Output the listing below verbatim, but drop the images.

▼

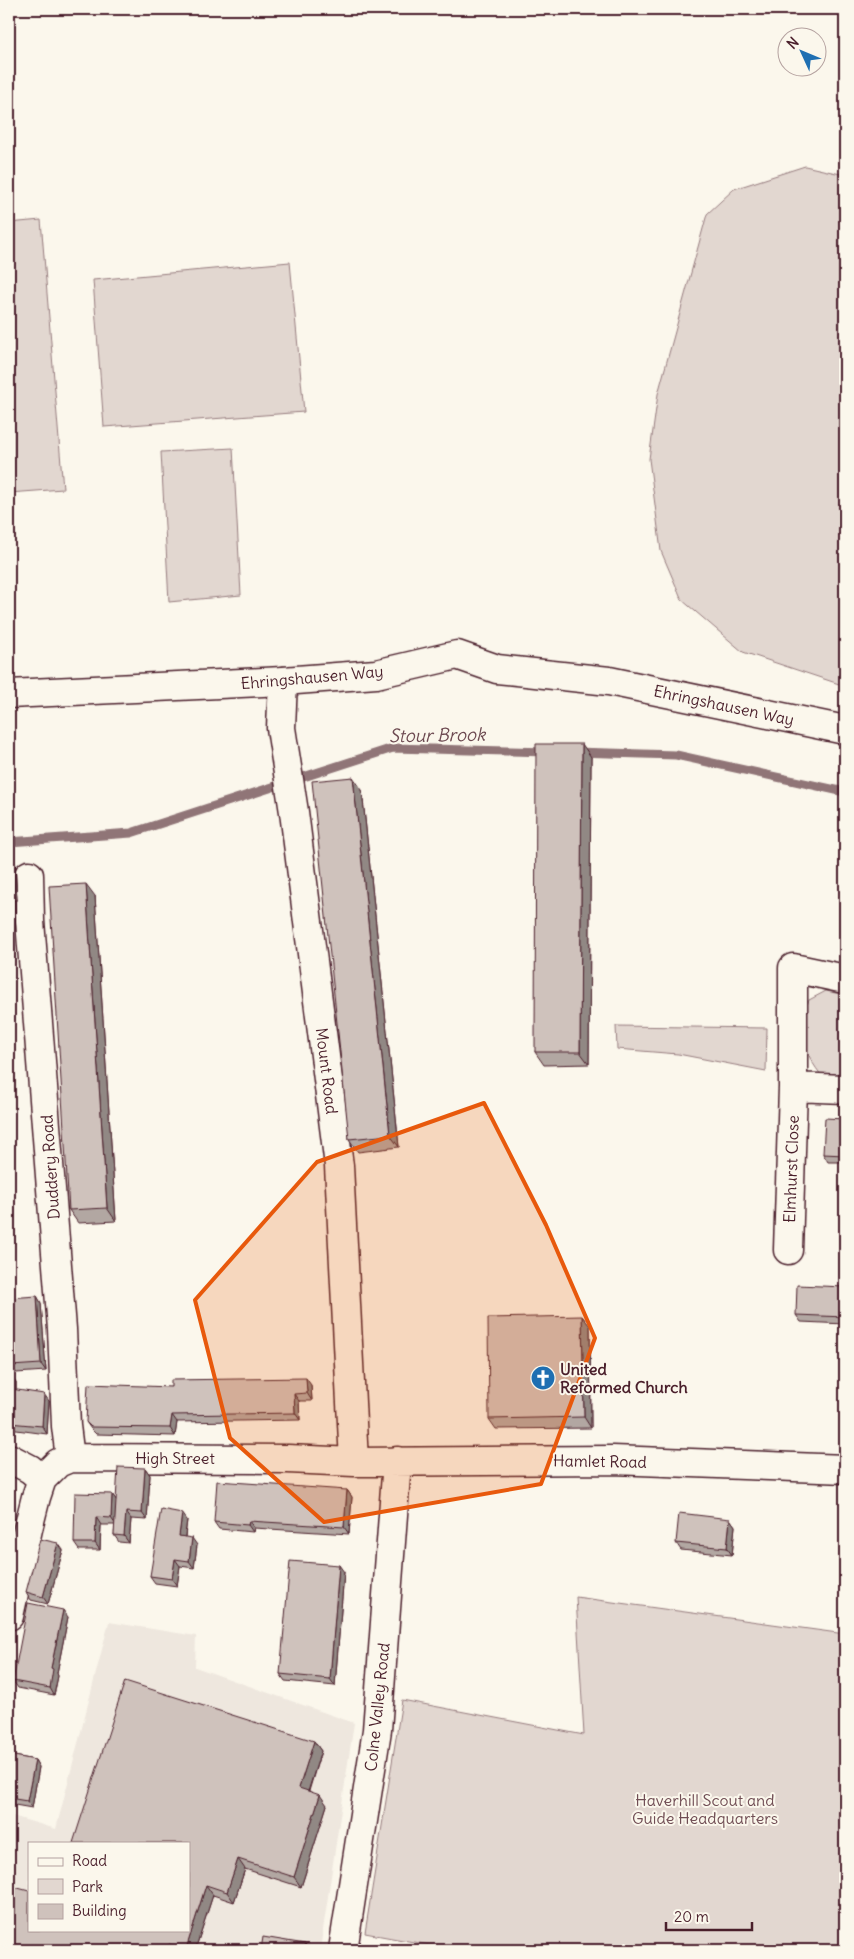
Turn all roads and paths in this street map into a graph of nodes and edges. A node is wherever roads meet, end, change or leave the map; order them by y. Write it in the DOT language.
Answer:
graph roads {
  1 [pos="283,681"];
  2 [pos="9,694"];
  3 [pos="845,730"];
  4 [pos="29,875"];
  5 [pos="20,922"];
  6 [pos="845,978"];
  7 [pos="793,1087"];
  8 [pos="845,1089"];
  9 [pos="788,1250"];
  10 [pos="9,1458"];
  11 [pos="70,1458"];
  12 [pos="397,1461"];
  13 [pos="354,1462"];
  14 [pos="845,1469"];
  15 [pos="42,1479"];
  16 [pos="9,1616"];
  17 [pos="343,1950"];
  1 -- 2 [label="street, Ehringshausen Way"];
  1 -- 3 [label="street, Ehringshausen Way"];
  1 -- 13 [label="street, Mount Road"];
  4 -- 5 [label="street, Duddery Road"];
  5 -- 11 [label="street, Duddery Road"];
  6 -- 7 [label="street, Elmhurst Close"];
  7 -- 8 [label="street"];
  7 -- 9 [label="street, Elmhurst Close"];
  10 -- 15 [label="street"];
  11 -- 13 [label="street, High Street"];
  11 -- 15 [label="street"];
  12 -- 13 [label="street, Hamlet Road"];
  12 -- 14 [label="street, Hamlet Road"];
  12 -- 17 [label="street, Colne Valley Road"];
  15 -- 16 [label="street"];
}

▲

RESPONSE AREA:
Turn all roads and paths in this street map into a graph of nodes and edges. A node is wherever roads meet, end, change or leave the map; order them by y. Write it in the DOT language.
Answer:
graph roads {
  1 [pos="283,681"];
  2 [pos="9,694"];
  3 [pos="845,730"];
  4 [pos="29,875"];
  5 [pos="20,922"];
  6 [pos="845,978"];
  7 [pos="793,1087"];
  8 [pos="845,1089"];
  9 [pos="788,1250"];
  10 [pos="9,1458"];
  11 [pos="70,1458"];
  12 [pos="397,1461"];
  13 [pos="354,1462"];
  14 [pos="845,1469"];
  15 [pos="42,1479"];
  16 [pos="9,1616"];
  17 [pos="343,1950"];
  1 -- 2 [label="street, Ehringshausen Way"];
  1 -- 3 [label="street, Ehringshausen Way"];
  1 -- 13 [label="street, Mount Road"];
  4 -- 5 [label="street, Duddery Road"];
  5 -- 11 [label="street, Duddery Road"];
  6 -- 7 [label="street, Elmhurst Close"];
  7 -- 8 [label="street"];
  7 -- 9 [label="street, Elmhurst Close"];
  10 -- 15 [label="street"];
  11 -- 13 [label="street, High Street"];
  11 -- 15 [label="street"];
  12 -- 13 [label="street, Hamlet Road"];
  12 -- 14 [label="street, Hamlet Road"];
  12 -- 17 [label="street, Colne Valley Road"];
  15 -- 16 [label="street"];
}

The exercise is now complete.